» **Information shown**

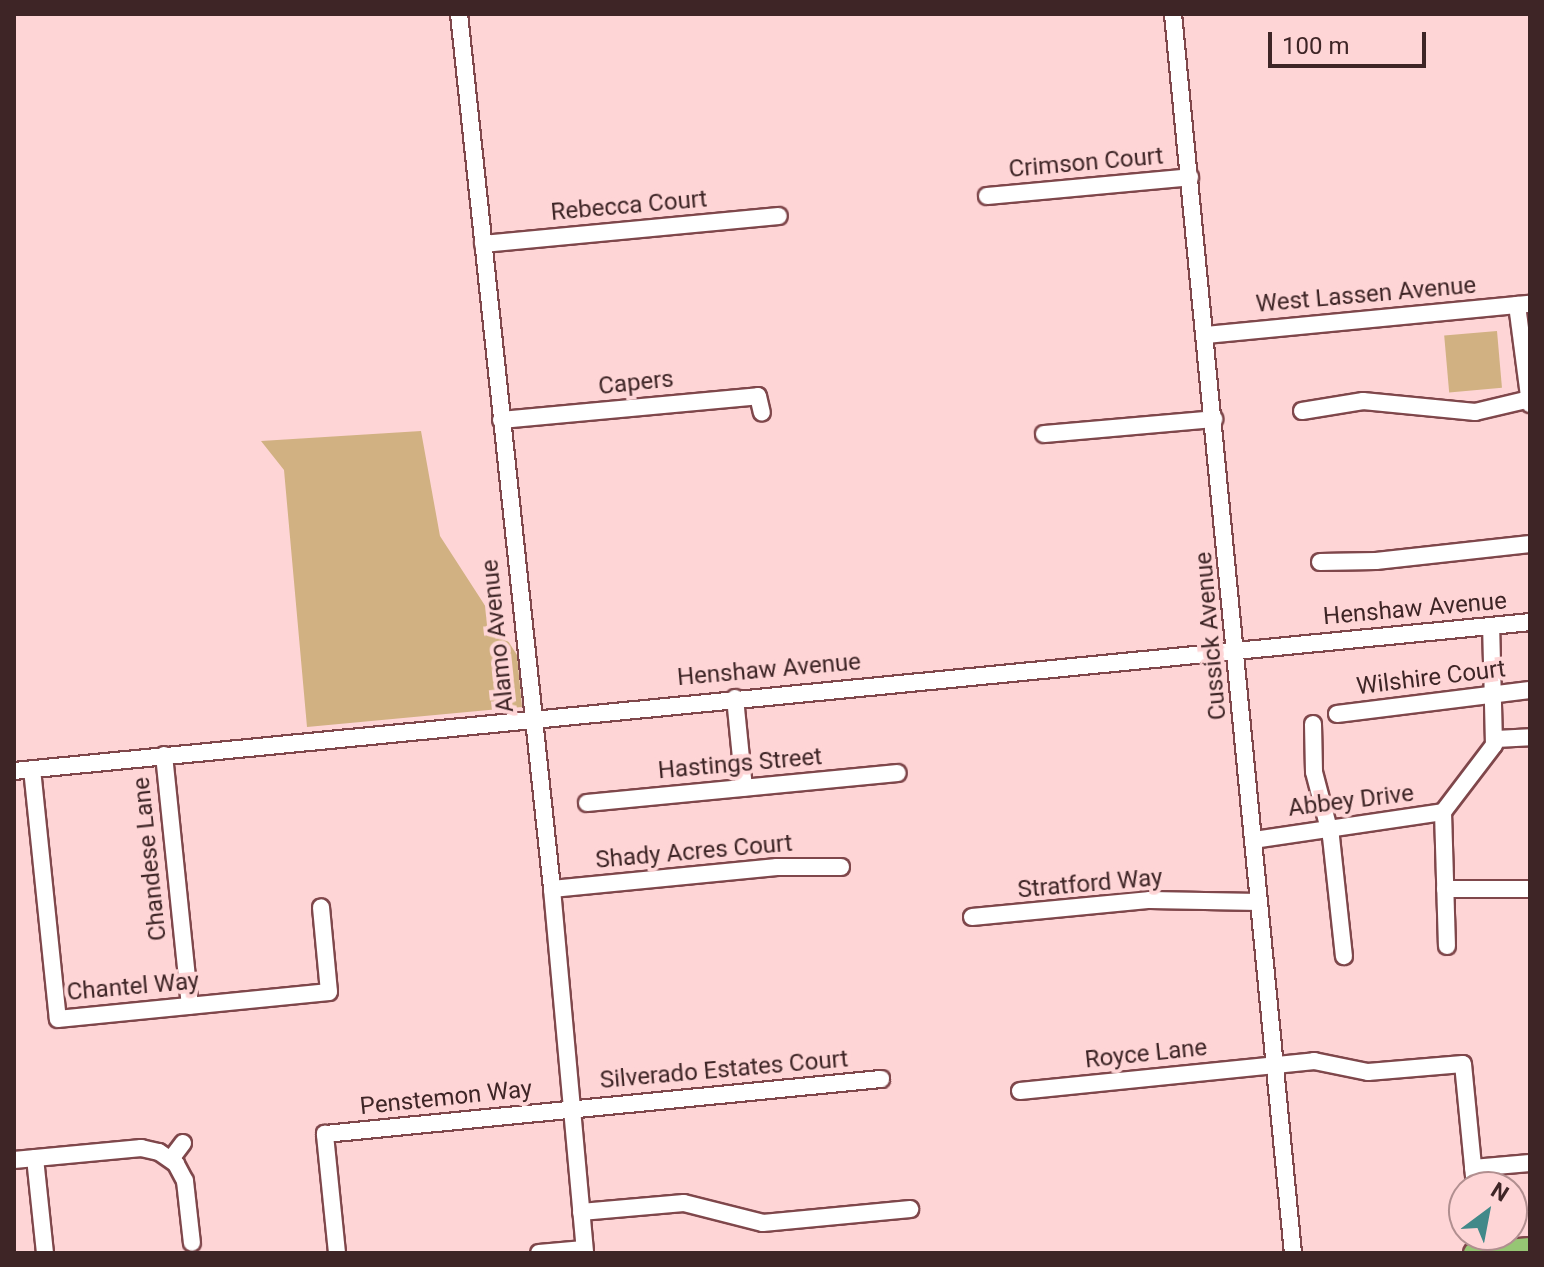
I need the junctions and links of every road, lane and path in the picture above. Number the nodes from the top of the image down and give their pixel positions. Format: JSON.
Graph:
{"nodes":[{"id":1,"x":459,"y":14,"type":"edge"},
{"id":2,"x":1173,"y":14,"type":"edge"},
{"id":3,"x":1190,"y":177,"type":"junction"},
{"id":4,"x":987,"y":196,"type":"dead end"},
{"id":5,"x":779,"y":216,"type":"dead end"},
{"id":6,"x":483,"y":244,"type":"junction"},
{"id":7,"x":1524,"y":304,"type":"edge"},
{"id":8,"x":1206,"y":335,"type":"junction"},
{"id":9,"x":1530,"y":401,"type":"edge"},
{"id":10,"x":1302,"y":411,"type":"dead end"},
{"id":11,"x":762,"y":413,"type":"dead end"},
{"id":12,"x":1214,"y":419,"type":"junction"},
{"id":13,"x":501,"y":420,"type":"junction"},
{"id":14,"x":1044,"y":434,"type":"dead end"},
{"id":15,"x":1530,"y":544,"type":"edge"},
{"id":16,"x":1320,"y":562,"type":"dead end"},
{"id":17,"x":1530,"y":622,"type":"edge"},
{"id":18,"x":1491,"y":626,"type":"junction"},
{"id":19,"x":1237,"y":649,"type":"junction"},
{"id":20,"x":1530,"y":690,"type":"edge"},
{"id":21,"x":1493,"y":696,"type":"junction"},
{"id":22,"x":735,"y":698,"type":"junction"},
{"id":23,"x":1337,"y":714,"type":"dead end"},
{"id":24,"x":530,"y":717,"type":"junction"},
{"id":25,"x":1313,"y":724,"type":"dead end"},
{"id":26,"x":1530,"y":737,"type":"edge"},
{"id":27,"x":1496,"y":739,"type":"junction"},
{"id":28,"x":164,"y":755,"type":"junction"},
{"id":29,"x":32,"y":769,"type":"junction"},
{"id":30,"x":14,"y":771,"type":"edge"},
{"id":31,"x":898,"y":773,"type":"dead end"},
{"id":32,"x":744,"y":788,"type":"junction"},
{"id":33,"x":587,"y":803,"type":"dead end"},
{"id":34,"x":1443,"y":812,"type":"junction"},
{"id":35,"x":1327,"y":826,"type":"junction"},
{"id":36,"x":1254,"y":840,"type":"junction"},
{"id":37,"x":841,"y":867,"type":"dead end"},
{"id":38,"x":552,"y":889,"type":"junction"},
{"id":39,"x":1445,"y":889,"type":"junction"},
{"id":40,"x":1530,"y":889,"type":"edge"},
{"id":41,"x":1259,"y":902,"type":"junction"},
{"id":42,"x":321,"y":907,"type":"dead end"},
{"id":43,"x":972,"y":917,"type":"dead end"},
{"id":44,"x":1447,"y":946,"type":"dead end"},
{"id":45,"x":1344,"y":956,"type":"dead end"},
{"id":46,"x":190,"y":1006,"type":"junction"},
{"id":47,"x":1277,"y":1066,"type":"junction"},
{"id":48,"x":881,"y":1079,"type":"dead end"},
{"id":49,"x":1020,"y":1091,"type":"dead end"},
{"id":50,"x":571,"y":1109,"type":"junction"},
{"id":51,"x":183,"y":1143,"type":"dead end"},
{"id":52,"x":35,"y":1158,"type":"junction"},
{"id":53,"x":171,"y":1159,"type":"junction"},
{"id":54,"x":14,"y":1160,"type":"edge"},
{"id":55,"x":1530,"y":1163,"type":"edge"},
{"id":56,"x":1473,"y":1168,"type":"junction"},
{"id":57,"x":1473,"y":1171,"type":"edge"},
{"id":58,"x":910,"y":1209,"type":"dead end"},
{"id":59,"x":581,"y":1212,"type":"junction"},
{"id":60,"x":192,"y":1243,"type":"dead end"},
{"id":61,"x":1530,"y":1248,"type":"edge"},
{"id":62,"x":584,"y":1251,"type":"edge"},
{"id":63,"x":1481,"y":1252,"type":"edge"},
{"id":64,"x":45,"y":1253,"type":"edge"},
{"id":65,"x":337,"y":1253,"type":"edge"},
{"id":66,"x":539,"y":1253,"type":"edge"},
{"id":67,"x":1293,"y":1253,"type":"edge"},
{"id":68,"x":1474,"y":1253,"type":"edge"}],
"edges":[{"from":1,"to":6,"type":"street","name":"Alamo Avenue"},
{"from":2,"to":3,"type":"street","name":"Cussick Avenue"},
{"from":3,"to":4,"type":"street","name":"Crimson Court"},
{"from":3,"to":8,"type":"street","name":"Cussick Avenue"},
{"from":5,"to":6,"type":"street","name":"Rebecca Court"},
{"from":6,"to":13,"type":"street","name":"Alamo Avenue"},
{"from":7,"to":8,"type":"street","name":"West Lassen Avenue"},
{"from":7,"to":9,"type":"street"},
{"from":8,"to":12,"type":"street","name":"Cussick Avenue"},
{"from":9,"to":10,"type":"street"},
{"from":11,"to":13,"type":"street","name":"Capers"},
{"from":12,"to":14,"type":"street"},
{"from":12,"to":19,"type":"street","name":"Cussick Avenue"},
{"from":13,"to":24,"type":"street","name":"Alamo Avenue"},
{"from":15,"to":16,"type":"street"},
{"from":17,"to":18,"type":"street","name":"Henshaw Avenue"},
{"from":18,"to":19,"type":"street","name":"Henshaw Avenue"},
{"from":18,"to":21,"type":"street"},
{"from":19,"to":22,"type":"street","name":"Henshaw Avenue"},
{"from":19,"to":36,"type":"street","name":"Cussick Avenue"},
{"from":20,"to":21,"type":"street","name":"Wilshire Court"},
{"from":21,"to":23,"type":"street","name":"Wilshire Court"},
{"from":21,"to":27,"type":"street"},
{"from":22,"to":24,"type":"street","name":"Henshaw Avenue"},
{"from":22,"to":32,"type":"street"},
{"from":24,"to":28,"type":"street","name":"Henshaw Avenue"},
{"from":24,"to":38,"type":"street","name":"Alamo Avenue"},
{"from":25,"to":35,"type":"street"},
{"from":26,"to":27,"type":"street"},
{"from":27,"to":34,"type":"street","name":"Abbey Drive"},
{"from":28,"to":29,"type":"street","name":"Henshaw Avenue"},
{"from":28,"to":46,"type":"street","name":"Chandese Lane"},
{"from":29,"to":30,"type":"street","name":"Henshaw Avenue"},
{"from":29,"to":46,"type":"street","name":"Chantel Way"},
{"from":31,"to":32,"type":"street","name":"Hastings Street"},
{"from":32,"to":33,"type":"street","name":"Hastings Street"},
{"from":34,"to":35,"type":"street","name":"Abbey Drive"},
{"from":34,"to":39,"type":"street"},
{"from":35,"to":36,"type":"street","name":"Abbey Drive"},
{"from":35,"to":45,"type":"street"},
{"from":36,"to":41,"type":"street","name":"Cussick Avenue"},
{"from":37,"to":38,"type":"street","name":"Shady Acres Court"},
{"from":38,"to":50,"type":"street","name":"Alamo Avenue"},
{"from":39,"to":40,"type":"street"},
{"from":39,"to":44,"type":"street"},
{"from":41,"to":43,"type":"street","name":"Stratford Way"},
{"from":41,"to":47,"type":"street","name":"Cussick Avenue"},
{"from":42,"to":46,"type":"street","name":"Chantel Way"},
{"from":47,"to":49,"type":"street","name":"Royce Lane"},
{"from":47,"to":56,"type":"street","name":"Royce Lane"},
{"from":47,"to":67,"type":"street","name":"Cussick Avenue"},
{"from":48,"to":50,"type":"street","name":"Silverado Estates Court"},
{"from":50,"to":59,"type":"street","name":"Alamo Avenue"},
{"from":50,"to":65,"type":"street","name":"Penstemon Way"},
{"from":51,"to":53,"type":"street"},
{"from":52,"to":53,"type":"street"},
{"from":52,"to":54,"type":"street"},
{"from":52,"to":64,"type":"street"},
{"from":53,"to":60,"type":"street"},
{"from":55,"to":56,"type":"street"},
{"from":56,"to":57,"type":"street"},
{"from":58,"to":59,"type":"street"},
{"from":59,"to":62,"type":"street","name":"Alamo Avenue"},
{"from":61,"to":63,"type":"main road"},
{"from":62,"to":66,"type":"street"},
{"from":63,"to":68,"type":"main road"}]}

» **The task**
When a line in the material above contains the word "Drive", copy that line out.

» **Exercise solution**
{"from":27,"to":34,"type":"street","name":"Abbey Drive"},
{"from":34,"to":35,"type":"street","name":"Abbey Drive"},
{"from":35,"to":36,"type":"street","name":"Abbey Drive"},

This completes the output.